═══ DATA FOR ANALYSIS ═══

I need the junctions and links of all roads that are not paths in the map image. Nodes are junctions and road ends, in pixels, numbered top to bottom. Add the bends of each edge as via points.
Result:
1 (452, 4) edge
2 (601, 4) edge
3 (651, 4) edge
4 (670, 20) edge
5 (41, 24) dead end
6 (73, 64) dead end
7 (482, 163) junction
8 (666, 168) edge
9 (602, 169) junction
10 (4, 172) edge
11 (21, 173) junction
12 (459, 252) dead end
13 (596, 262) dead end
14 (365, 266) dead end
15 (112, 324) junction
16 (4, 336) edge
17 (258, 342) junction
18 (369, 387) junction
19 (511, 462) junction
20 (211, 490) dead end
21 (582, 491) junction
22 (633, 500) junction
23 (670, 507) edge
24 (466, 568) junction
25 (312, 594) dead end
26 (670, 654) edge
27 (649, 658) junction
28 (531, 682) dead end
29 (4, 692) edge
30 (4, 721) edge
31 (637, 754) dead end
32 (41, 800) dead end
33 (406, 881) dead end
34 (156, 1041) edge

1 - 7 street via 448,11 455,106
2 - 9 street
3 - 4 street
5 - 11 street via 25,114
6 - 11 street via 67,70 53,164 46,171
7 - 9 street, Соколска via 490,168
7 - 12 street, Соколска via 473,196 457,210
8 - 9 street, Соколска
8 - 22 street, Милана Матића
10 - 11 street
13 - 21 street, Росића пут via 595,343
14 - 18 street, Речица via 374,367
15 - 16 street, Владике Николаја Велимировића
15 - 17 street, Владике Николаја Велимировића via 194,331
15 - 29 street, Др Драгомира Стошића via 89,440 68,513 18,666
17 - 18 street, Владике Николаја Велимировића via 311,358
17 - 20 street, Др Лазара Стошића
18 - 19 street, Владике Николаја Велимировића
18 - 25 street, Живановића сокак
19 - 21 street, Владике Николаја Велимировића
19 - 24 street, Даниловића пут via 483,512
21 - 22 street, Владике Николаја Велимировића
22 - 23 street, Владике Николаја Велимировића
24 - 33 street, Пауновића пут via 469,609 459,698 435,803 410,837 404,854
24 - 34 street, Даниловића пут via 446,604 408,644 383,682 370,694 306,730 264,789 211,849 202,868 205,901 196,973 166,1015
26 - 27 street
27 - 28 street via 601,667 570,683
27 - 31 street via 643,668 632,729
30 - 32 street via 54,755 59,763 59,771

═══

| TASK TO CARRY OUT |
Each record should be given again exactly as it reads.

| WRITTEN ANSWER |
I need the junctions and links of all roads that are not paths in the map image. Nodes are junctions and road ends, in pixels, numbered top to bottom. Add the bends of each edge as via points.
Result:
1 (452, 4) edge
2 (601, 4) edge
3 (651, 4) edge
4 (670, 20) edge
5 (41, 24) dead end
6 (73, 64) dead end
7 (482, 163) junction
8 (666, 168) edge
9 (602, 169) junction
10 (4, 172) edge
11 (21, 173) junction
12 (459, 252) dead end
13 (596, 262) dead end
14 (365, 266) dead end
15 (112, 324) junction
16 (4, 336) edge
17 (258, 342) junction
18 (369, 387) junction
19 (511, 462) junction
20 (211, 490) dead end
21 (582, 491) junction
22 (633, 500) junction
23 (670, 507) edge
24 (466, 568) junction
25 (312, 594) dead end
26 (670, 654) edge
27 (649, 658) junction
28 (531, 682) dead end
29 (4, 692) edge
30 (4, 721) edge
31 (637, 754) dead end
32 (41, 800) dead end
33 (406, 881) dead end
34 (156, 1041) edge

1 - 7 street via 448,11 455,106
2 - 9 street
3 - 4 street
5 - 11 street via 25,114
6 - 11 street via 67,70 53,164 46,171
7 - 9 street, Соколска via 490,168
7 - 12 street, Соколска via 473,196 457,210
8 - 9 street, Соколска
8 - 22 street, Милана Матића
10 - 11 street
13 - 21 street, Росића пут via 595,343
14 - 18 street, Речица via 374,367
15 - 16 street, Владике Николаја Велимировића
15 - 17 street, Владике Николаја Велимировића via 194,331
15 - 29 street, Др Драгомира Стошића via 89,440 68,513 18,666
17 - 18 street, Владике Николаја Велимировића via 311,358
17 - 20 street, Др Лазара Стошића
18 - 19 street, Владике Николаја Велимировића
18 - 25 street, Живановића сокак
19 - 21 street, Владике Николаја Велимировића
19 - 24 street, Даниловића пут via 483,512
21 - 22 street, Владике Николаја Велимировића
22 - 23 street, Владике Николаја Велимировића
24 - 33 street, Пауновића пут via 469,609 459,698 435,803 410,837 404,854
24 - 34 street, Даниловића пут via 446,604 408,644 383,682 370,694 306,730 264,789 211,849 202,868 205,901 196,973 166,1015
26 - 27 street
27 - 28 street via 601,667 570,683
27 - 31 street via 643,668 632,729
30 - 32 street via 54,755 59,763 59,771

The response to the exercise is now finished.